### TASK REQUIREMENTS
Which lines in the records below include the word "Garden"? Report each of them in full.

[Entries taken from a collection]
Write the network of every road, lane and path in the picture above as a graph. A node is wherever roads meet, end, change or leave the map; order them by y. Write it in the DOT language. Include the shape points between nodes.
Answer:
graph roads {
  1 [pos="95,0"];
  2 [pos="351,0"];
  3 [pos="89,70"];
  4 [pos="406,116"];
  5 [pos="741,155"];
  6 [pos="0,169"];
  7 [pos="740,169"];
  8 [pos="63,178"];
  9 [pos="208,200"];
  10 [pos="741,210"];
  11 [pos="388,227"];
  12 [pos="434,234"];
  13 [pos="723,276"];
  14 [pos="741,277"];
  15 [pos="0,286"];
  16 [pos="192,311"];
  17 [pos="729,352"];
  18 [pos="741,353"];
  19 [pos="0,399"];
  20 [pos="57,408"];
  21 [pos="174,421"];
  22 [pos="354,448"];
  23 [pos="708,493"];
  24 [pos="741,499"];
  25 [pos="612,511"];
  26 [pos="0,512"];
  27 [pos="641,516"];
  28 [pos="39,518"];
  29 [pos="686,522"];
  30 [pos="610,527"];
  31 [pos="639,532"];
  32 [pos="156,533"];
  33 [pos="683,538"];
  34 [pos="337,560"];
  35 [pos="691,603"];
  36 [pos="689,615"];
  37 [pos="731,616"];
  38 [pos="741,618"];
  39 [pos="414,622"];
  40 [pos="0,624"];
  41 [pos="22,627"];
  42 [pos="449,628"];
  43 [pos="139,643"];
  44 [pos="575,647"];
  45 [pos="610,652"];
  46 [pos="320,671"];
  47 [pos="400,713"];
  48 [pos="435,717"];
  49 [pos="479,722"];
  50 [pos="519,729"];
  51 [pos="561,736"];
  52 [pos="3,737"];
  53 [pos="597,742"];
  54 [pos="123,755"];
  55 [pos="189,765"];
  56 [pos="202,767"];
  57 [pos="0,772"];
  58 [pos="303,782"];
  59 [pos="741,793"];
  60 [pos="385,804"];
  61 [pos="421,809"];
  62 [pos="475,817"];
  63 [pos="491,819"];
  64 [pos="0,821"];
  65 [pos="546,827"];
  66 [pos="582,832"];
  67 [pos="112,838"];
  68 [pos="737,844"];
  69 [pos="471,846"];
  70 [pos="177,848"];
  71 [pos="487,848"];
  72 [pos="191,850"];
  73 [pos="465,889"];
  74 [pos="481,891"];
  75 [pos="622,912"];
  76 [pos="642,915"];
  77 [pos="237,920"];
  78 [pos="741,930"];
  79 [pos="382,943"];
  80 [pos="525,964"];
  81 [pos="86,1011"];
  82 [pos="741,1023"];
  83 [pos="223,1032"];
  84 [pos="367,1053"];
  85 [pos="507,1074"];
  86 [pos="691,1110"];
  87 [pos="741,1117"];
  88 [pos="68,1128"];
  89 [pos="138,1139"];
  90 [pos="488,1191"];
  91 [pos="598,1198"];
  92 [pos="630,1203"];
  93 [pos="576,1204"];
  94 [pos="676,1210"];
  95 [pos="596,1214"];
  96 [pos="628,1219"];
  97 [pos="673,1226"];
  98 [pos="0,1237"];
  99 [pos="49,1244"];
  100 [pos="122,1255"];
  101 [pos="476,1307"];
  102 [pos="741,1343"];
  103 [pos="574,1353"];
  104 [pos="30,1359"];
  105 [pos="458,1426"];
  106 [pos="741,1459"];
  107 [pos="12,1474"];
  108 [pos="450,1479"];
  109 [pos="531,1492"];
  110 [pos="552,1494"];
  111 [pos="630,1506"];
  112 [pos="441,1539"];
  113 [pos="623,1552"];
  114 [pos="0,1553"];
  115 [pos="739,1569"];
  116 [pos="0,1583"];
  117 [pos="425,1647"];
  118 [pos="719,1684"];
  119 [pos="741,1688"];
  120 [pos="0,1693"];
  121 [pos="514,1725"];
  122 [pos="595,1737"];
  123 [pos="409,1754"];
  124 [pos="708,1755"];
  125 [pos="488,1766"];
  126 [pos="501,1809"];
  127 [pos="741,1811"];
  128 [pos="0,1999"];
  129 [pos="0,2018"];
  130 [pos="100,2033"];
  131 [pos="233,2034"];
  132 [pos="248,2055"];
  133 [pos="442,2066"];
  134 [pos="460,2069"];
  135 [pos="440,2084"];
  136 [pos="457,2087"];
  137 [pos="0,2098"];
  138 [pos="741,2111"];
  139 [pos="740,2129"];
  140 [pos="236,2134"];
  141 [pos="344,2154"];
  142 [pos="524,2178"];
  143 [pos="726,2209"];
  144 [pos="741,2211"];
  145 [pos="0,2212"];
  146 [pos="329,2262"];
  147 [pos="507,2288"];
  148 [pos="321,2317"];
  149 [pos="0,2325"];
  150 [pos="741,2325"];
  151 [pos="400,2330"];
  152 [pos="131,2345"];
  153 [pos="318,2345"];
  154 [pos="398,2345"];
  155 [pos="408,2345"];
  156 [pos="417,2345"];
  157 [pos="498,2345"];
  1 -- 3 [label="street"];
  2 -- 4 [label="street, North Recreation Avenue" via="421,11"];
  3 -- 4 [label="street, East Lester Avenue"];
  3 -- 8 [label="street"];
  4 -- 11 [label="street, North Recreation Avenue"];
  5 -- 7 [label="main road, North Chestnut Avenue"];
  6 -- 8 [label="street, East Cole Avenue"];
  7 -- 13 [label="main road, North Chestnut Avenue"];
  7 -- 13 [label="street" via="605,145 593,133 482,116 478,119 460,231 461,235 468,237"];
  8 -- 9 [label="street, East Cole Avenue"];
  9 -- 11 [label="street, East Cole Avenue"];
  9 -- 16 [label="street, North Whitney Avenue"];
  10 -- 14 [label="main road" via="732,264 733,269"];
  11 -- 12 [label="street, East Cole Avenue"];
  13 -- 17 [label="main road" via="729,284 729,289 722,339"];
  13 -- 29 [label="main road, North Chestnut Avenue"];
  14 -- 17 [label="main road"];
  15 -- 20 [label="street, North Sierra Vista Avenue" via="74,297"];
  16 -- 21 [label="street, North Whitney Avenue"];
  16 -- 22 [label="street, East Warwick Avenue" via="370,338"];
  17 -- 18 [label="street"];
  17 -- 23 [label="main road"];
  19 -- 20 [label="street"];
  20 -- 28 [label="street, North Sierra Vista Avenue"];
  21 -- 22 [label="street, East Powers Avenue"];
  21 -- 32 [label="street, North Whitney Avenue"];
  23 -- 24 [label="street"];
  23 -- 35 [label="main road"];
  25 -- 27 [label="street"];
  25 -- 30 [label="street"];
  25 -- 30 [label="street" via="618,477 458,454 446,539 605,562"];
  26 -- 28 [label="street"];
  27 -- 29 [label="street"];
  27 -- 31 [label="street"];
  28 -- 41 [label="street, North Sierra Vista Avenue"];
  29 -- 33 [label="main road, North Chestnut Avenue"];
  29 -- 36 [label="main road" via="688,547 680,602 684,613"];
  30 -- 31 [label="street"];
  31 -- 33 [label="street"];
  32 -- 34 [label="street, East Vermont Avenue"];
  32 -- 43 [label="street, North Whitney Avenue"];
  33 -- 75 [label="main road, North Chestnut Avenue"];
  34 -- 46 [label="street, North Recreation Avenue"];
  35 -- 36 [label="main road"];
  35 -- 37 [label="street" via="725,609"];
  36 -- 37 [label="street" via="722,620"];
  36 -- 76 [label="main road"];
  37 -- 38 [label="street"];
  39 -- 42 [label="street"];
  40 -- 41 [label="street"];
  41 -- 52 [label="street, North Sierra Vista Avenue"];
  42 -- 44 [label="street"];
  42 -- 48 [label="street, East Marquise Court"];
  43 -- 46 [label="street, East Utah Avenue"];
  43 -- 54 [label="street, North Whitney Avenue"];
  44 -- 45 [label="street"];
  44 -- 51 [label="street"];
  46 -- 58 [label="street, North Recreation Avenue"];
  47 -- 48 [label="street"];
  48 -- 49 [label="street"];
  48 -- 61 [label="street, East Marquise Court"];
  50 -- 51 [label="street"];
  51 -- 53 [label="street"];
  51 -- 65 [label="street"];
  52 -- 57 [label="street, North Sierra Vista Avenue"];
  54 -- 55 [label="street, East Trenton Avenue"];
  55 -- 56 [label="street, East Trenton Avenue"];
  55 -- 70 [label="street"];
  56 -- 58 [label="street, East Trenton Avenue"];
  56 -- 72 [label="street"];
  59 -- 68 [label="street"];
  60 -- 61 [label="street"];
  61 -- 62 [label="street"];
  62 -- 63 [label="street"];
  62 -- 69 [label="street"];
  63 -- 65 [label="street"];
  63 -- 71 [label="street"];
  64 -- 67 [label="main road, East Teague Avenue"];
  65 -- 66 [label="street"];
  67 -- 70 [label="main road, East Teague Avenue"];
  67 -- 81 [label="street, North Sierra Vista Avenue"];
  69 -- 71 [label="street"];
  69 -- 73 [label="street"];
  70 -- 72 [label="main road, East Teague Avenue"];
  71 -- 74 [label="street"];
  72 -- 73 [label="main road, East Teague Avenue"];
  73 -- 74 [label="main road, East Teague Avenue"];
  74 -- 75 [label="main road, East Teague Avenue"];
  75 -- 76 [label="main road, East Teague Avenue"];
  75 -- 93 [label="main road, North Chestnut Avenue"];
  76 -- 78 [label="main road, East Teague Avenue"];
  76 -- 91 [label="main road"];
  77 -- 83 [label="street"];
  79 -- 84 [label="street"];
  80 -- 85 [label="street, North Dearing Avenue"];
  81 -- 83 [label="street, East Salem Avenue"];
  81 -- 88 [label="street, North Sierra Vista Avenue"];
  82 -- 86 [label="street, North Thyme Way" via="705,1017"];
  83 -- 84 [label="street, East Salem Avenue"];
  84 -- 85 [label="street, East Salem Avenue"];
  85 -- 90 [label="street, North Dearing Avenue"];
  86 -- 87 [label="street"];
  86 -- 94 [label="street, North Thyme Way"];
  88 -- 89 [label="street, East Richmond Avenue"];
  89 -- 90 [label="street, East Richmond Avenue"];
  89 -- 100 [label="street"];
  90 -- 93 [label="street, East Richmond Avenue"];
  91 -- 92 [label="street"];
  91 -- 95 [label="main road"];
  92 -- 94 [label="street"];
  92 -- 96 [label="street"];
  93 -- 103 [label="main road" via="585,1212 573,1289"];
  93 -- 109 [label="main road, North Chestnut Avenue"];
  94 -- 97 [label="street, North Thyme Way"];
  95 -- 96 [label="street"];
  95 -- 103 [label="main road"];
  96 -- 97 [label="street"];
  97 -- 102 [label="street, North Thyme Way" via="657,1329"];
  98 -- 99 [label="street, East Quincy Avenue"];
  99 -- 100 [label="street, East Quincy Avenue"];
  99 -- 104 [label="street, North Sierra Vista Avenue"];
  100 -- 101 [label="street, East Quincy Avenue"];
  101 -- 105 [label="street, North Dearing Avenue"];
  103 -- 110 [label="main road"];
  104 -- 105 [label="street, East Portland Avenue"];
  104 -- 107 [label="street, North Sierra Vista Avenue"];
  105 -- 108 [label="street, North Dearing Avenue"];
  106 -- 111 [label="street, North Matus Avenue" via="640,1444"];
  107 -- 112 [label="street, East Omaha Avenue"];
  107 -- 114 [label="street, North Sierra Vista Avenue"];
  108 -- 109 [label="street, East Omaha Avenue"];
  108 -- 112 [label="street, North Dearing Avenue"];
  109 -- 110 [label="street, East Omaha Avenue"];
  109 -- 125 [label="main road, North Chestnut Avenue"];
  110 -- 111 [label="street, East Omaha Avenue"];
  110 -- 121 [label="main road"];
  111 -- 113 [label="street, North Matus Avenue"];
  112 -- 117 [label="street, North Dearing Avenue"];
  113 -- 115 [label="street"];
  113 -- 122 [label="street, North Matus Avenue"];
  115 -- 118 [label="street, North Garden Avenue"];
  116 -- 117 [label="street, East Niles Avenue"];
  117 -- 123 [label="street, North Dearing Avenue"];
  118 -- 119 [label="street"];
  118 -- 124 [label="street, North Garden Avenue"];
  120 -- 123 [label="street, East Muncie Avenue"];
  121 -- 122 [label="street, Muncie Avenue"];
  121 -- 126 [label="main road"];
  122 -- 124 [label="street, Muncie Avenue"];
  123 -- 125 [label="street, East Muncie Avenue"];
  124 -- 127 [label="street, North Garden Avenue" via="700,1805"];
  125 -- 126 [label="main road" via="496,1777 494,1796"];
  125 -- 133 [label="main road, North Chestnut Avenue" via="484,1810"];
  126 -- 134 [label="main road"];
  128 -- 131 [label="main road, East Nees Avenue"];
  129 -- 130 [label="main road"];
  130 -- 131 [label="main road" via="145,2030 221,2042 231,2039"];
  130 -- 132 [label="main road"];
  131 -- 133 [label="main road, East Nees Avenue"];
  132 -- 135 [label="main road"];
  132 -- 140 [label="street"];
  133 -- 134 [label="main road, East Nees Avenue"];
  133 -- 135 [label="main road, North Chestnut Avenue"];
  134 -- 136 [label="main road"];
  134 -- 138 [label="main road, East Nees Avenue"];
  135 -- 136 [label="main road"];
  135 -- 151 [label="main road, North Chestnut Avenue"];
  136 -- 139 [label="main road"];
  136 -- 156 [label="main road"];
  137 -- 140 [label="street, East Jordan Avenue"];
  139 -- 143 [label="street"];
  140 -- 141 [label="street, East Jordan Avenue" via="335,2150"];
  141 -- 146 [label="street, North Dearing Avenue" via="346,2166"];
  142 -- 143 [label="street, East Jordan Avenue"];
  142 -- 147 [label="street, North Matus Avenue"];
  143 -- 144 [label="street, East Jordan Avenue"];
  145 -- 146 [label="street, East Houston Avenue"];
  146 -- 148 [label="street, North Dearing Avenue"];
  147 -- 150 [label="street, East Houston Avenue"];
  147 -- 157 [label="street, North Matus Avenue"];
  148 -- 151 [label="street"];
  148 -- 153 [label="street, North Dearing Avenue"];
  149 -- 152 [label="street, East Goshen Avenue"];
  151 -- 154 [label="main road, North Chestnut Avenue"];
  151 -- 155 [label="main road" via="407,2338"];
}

### RESULT OF THIS EXERCISE
  115 -- 118 [label="street, North Garden Avenue"];
  118 -- 124 [label="street, North Garden Avenue"];
  124 -- 127 [label="street, North Garden Avenue" via="700,1805"];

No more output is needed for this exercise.